**What you have to do**
The records that follow are to be transcribed in full, without their images.

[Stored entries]

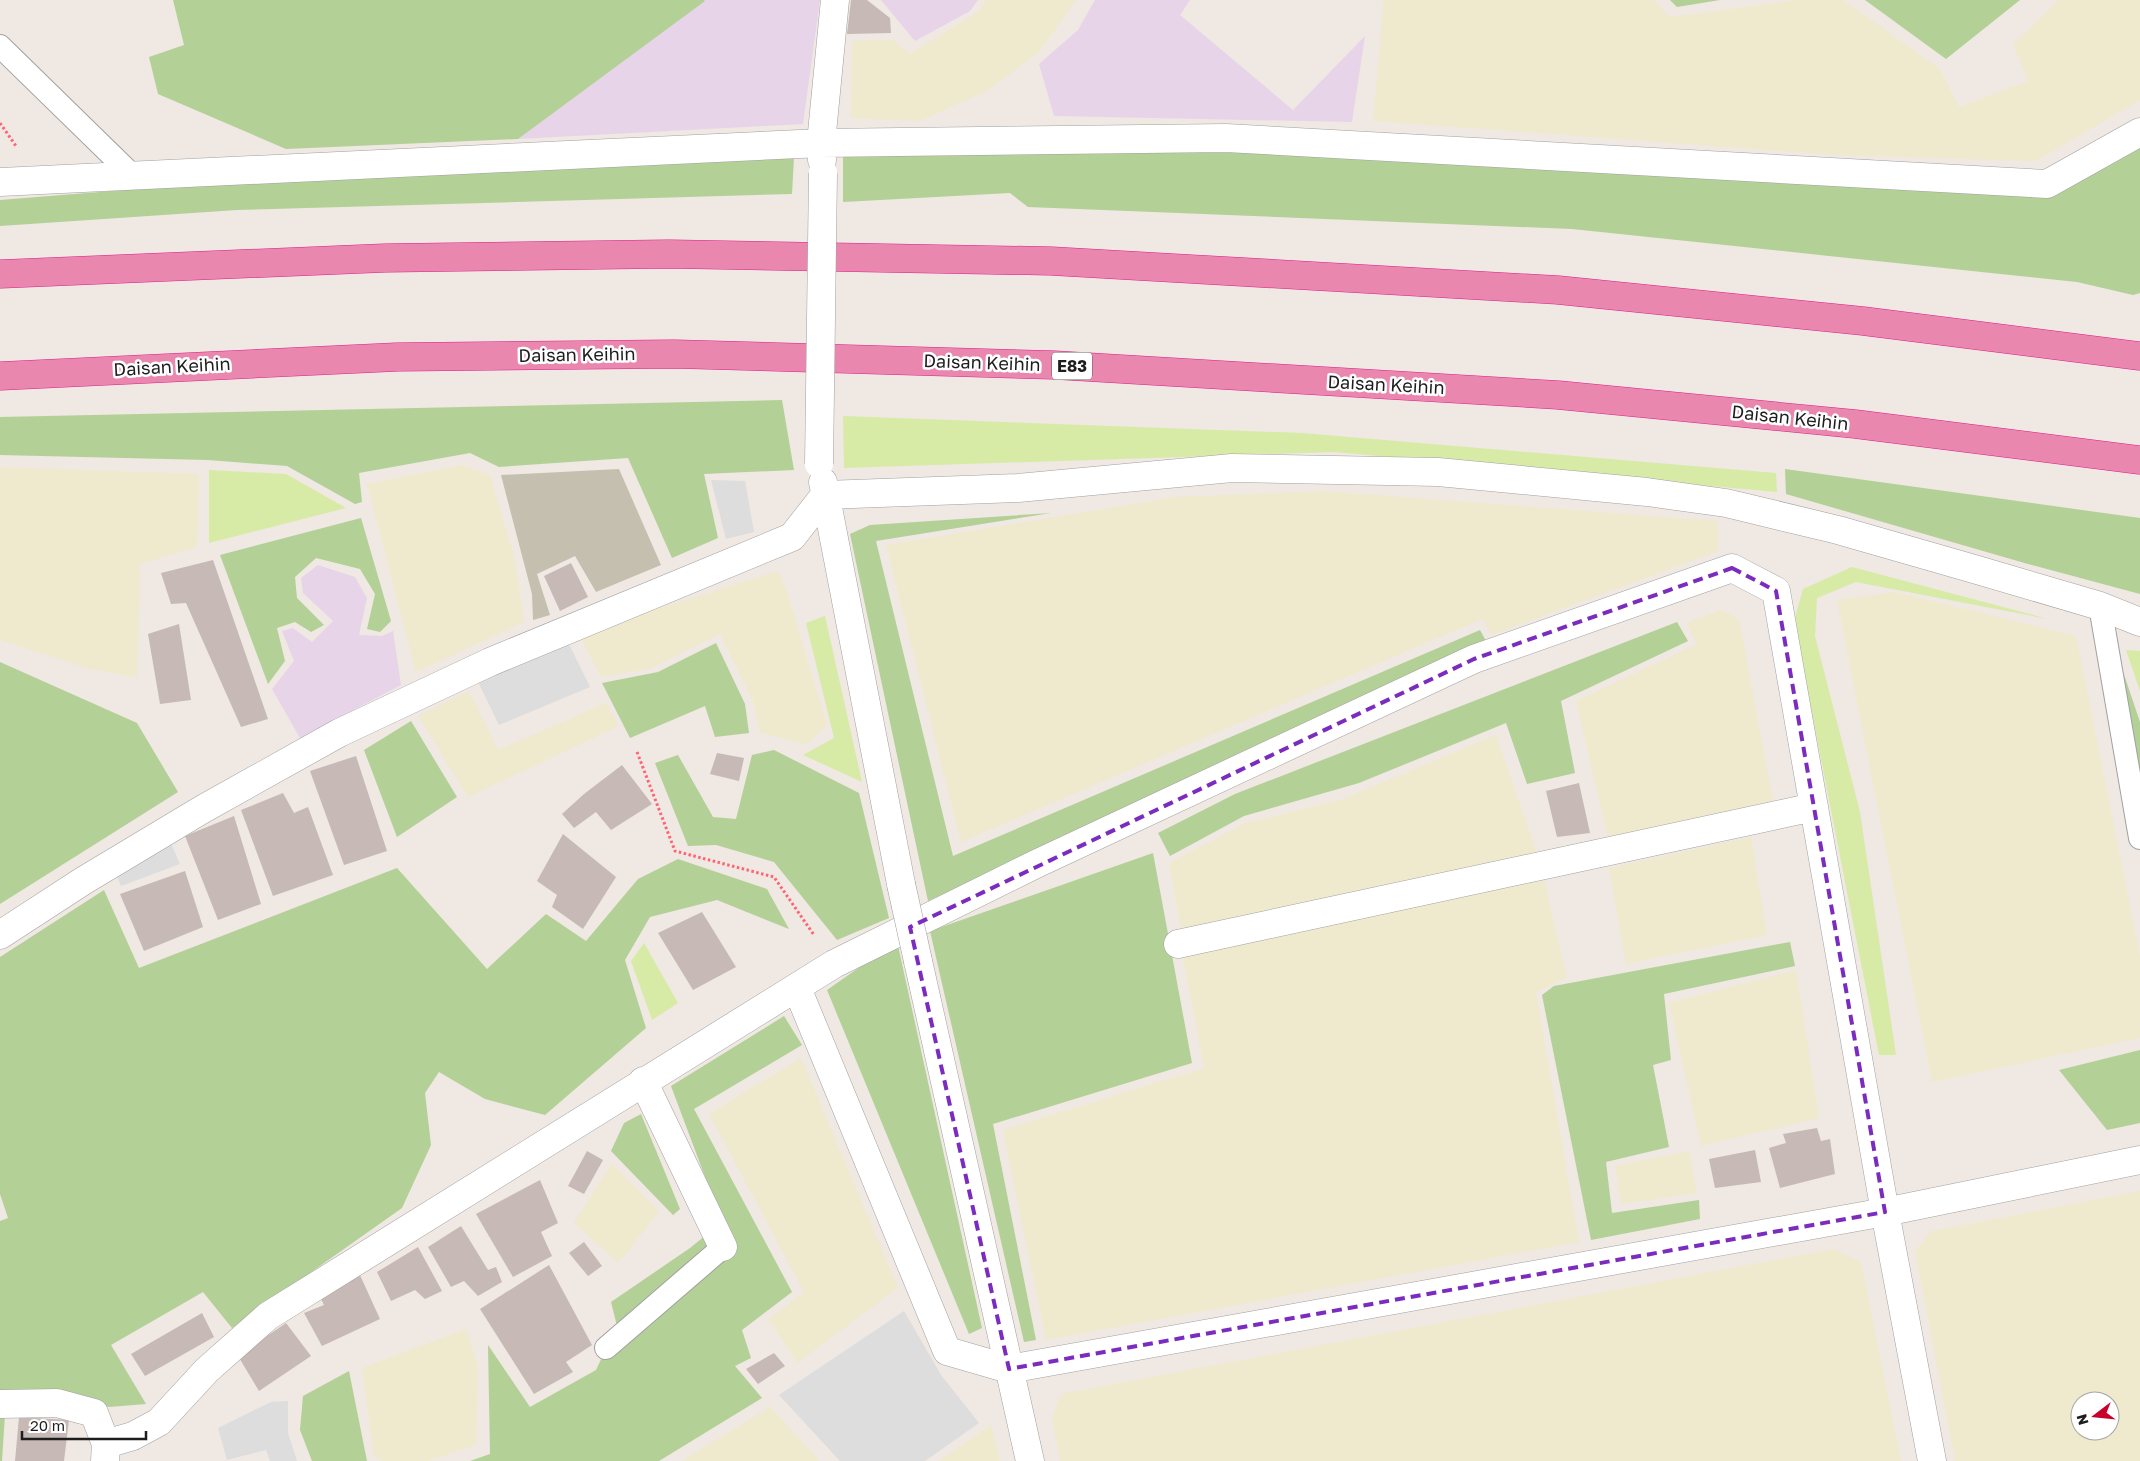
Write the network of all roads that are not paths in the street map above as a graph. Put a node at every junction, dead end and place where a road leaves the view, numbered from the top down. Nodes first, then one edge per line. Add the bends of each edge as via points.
1 (835, 0) edge
2 (0, 46) edge
3 (2140, 132) edge
4 (821, 143) junction
5 (132, 175) junction
6 (0, 182) edge
7 (0, 274) edge
8 (2140, 356) edge
9 (0, 376) edge
10 (2140, 460) edge
11 (825, 495) junction
12 (2100, 606) junction
13 (2140, 622) edge
14 (1814, 807) junction
15 (2140, 838) edge
16 (0, 935) edge
17 (1178, 944) dead end
18 (797, 988) junction
19 (643, 1081) junction
20 (2140, 1160) edge
21 (1885, 1212) junction
22 (723, 1248) joint
23 (606, 1348) dead end
24 (1009, 1369) junction
25 (0, 1404) edge
26 (105, 1452) edge
27 (1030, 1461) edge
28 (1932, 1461) edge

1 - 4 street
2 - 5 lane
3 - 4 street via 2047,184 1226,138
4 - 5 street
4 - 11 street, bridge via 819,464
5 - 6 street
7 - 8 highway via 385,258 571,255 1051,261 1558,290 1863,321
9 - 10 highway, Daisan Keihin / E83 via 397,357 674,354 1054,365 1558,395 1855,424
11 - 12 street via 1018,488 1232,468 1438,472 1647,492 1726,504 1847,533
11 - 16 street via 792,537 490,662 340,733 186,819
11 - 24 street, bridge via 901,884
12 - 13 street
12 - 15 lane
14 - 17 street
14 - 18 street via 1776,591 1732,568 1474,659 1036,864 834,964
14 - 21 street
18 - 19 street
18 - 24 street via 947,1351
19 - 22 street
19 - 26 street via 268,1316 207,1370 159,1422
20 - 21 street
21 - 24 street
21 - 28 street
22 - 23 lane
24 - 27 street
25 - 26 street via 57,1403 94,1413

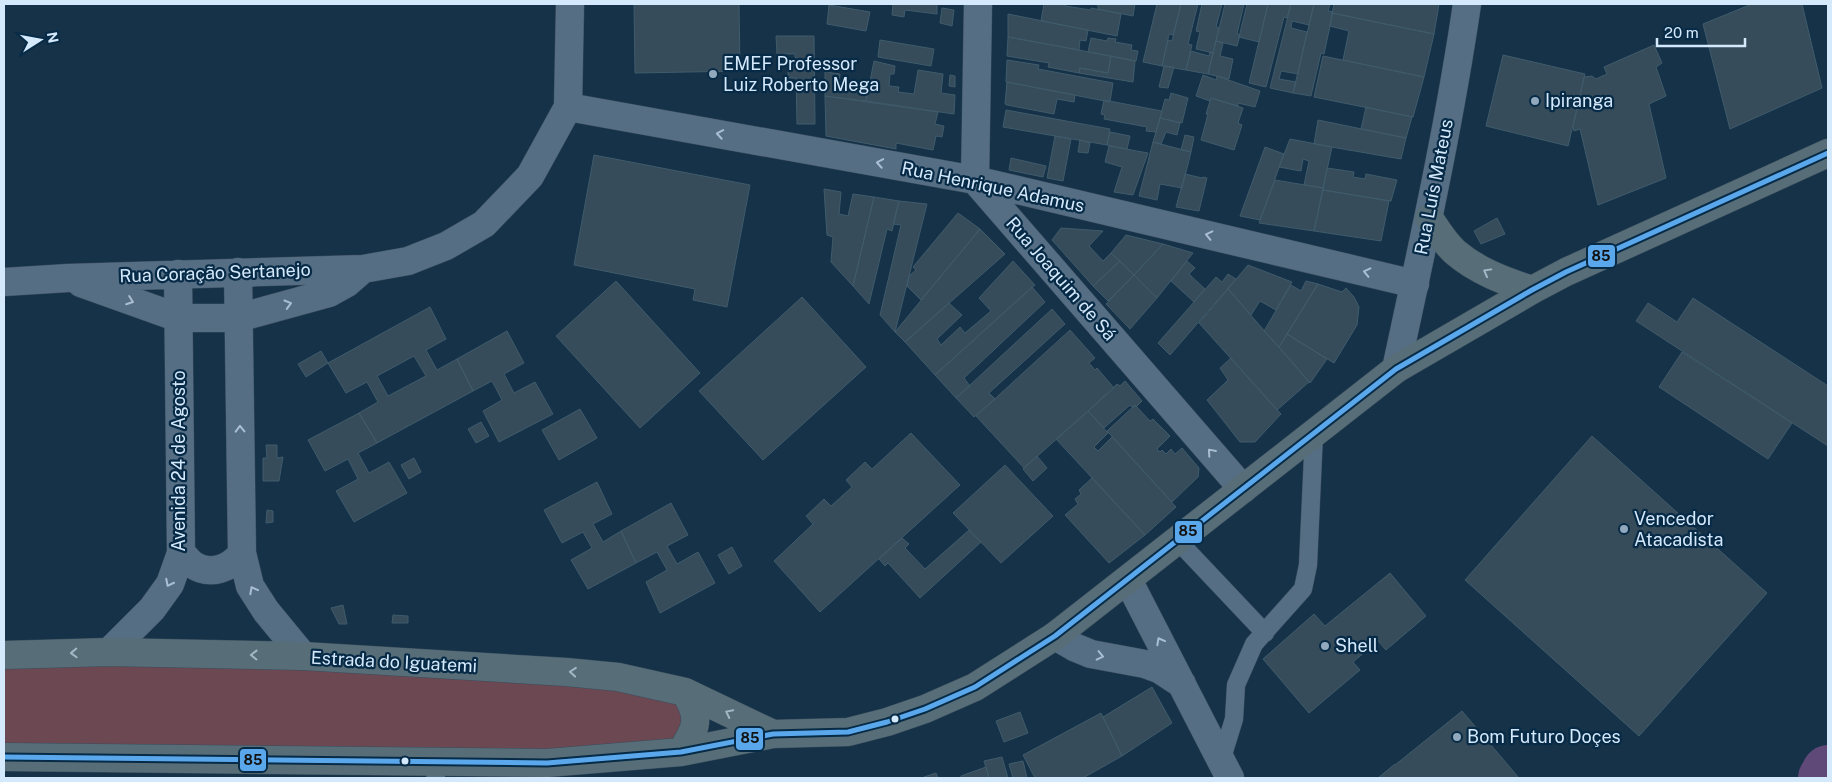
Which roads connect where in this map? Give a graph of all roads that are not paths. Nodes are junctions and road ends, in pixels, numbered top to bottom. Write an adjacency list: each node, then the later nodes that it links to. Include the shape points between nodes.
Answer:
1 (570, 4): 4 (street)
2 (978, 4): 6 (street)
3 (1467, 4): 7 (street, Rua Luís Mateus)
4 (568, 107): 6 (street, Rua Henrique Adamus, one-way to 4); 8 (street, Rua Coração Sertanejo, via 530,176 484,224 446,246 408,261)
5 (1828, 153): 14 (main road, Estrada do Iguatemi)
6 (975, 180): 13 (street, Rua Henrique Adamus, one-way to 6); 19 (street, Rua Joaquim de Sá, one-way to 6)
7 (1428, 218): 13 (street, Rua Luís Mateus); 14 (main road, one-way to 7, via 1504,281 1469,262 1455,252)
8 (363, 269): 9 (street, Rua Coração Sertanejo); 16 (street, Rua Coração Sertanejo, one-way to 8, via 329,293)
9 (238, 272): 10 (street, Rua Coração Sertanejo); 16 (street)
10 (178, 274): 11 (street, Rua Coração Sertanejo); 15 (street, Avenida 24 de Agosto)
11 (68, 278): 12 (street, Rua Coração Sertanejo); 15 (street, Rua Coração Sertanejo, one-way to 15)
12 (4, 282)
13 (1415, 284): 17 (street, Rua Luís Mateus)
14 (1532, 290): 17 (main road, Estrada do Iguatemi)
15 (179, 318): 16 (street, Rua Coração Sertanejo); 21 (street, Avenida 24 de Agosto)
16 (238, 318): 22 (street, one-way to 16)
17 (1396, 369): 18 (main road, Estrada do Iguatemi)
18 (1314, 434): 19 (main road, Estrada do Iguatemi); 24 (lane, via 1308,565 1302,589)
19 (1243, 489): 20 (main road, Estrada do Iguatemi)
20 (1178, 541): 23 (main road, Estrada do Iguatemi); 24 (lane)
21 (181, 553): 22 (street, via 198,567 218,570 235,562); 26 (street, Avenida 24 de Agosto, one-way to 26, via 170,584 152,609)
22 (242, 554): 28 (street, one-way to 22, via 250,586)
23 (1128, 580): 25 (main road, Estrada do Iguatemi); 29 (street, one-way to 23)
24 (1264, 633): 35 (lane, via 1254,644 1236,685)
25 (1056, 636): 29 (street, one-way to 29, via 1091,654 1159,669); 31 (main road, Estrada do Iguatemi, via 975,687 925,709 848,732)
26 (109, 652): 27 (main road, Estrada do Iguatemi, one-way to 27); 28 (main road, Estrada do Iguatemi, one-way to 26)
27 (4, 655)
28 (303, 656): 30 (main road, Estrada do Iguatemi, one-way to 28, via 618,677 566,672)
29 (1182, 684): 35 (street)
30 (685, 692): 31 (main road, Estrada do Iguatemi, one-way to 30); 32 (main road, via 695,722 693,734)
31 (773, 734): 32 (main road, Estrada do Iguatemi)
32 (681, 752): 34 (main road, Estrada do Iguatemi)
33 (4, 757): 34 (main road, Estrada do Iguatemi)
34 (434, 770)
35 (1226, 770)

**Reply**
Write the network of all roads that are not paths in the street map above as a graph. Put a node at every junction, dead end and place where a road leaves the view, numbered from the top down. Nodes first, then one edge per line. Add the bends of each edge as via points.
1 (835, 0) edge
2 (0, 46) edge
3 (2140, 132) edge
4 (821, 143) junction
5 (132, 175) junction
6 (0, 182) edge
7 (0, 274) edge
8 (2140, 356) edge
9 (0, 376) edge
10 (2140, 460) edge
11 (825, 495) junction
12 (2100, 606) junction
13 (2140, 622) edge
14 (1814, 807) junction
15 (2140, 838) edge
16 (0, 935) edge
17 (1178, 944) dead end
18 (797, 988) junction
19 (643, 1081) junction
20 (2140, 1160) edge
21 (1885, 1212) junction
22 (723, 1248) joint
23 (606, 1348) dead end
24 (1009, 1369) junction
25 (0, 1404) edge
26 (105, 1452) edge
27 (1030, 1461) edge
28 (1932, 1461) edge

1 - 4 street
2 - 5 lane
3 - 4 street via 2047,184 1226,138
4 - 5 street
4 - 11 street, bridge via 819,464
5 - 6 street
7 - 8 highway via 385,258 571,255 1051,261 1558,290 1863,321
9 - 10 highway, Daisan Keihin / E83 via 397,357 674,354 1054,365 1558,395 1855,424
11 - 12 street via 1018,488 1232,468 1438,472 1647,492 1726,504 1847,533
11 - 16 street via 792,537 490,662 340,733 186,819
11 - 24 street, bridge via 901,884
12 - 13 street
12 - 15 lane
14 - 17 street
14 - 18 street via 1776,591 1732,568 1474,659 1036,864 834,964
14 - 21 street
18 - 19 street
18 - 24 street via 947,1351
19 - 22 street
19 - 26 street via 268,1316 207,1370 159,1422
20 - 21 street
21 - 24 street
21 - 28 street
22 - 23 lane
24 - 27 street
25 - 26 street via 57,1403 94,1413

Which roads connect where in this map? Give a graph of all roads that are not paths. Nodes are junctions and road ends, in pixels, numbered top to bottom. Write an adjacency list: each node, then the later nodes that it links to. Include the shape points between nodes.
Answer:
1 (570, 4): 4 (street)
2 (978, 4): 6 (street)
3 (1467, 4): 7 (street, Rua Luís Mateus)
4 (568, 107): 6 (street, Rua Henrique Adamus, one-way to 4); 8 (street, Rua Coração Sertanejo, via 530,176 484,224 446,246 408,261)
5 (1828, 153): 14 (main road, Estrada do Iguatemi)
6 (975, 180): 13 (street, Rua Henrique Adamus, one-way to 6); 19 (street, Rua Joaquim de Sá, one-way to 6)
7 (1428, 218): 13 (street, Rua Luís Mateus); 14 (main road, one-way to 7, via 1504,281 1469,262 1455,252)
8 (363, 269): 9 (street, Rua Coração Sertanejo); 16 (street, Rua Coração Sertanejo, one-way to 8, via 329,293)
9 (238, 272): 10 (street, Rua Coração Sertanejo); 16 (street)
10 (178, 274): 11 (street, Rua Coração Sertanejo); 15 (street, Avenida 24 de Agosto)
11 (68, 278): 12 (street, Rua Coração Sertanejo); 15 (street, Rua Coração Sertanejo, one-way to 15)
12 (4, 282)
13 (1415, 284): 17 (street, Rua Luís Mateus)
14 (1532, 290): 17 (main road, Estrada do Iguatemi)
15 (179, 318): 16 (street, Rua Coração Sertanejo); 21 (street, Avenida 24 de Agosto)
16 (238, 318): 22 (street, one-way to 16)
17 (1396, 369): 18 (main road, Estrada do Iguatemi)
18 (1314, 434): 19 (main road, Estrada do Iguatemi); 24 (lane, via 1308,565 1302,589)
19 (1243, 489): 20 (main road, Estrada do Iguatemi)
20 (1178, 541): 23 (main road, Estrada do Iguatemi); 24 (lane)
21 (181, 553): 22 (street, via 198,567 218,570 235,562); 26 (street, Avenida 24 de Agosto, one-way to 26, via 170,584 152,609)
22 (242, 554): 28 (street, one-way to 22, via 250,586)
23 (1128, 580): 25 (main road, Estrada do Iguatemi); 29 (street, one-way to 23)
24 (1264, 633): 35 (lane, via 1254,644 1236,685)
25 (1056, 636): 29 (street, one-way to 29, via 1091,654 1159,669); 31 (main road, Estrada do Iguatemi, via 975,687 925,709 848,732)
26 (109, 652): 27 (main road, Estrada do Iguatemi, one-way to 27); 28 (main road, Estrada do Iguatemi, one-way to 26)
27 (4, 655)
28 (303, 656): 30 (main road, Estrada do Iguatemi, one-way to 28, via 618,677 566,672)
29 (1182, 684): 35 (street)
30 (685, 692): 31 (main road, Estrada do Iguatemi, one-way to 30); 32 (main road, via 695,722 693,734)
31 (773, 734): 32 (main road, Estrada do Iguatemi)
32 (681, 752): 34 (main road, Estrada do Iguatemi)
33 (4, 757): 34 (main road, Estrada do Iguatemi)
34 (434, 770)
35 (1226, 770)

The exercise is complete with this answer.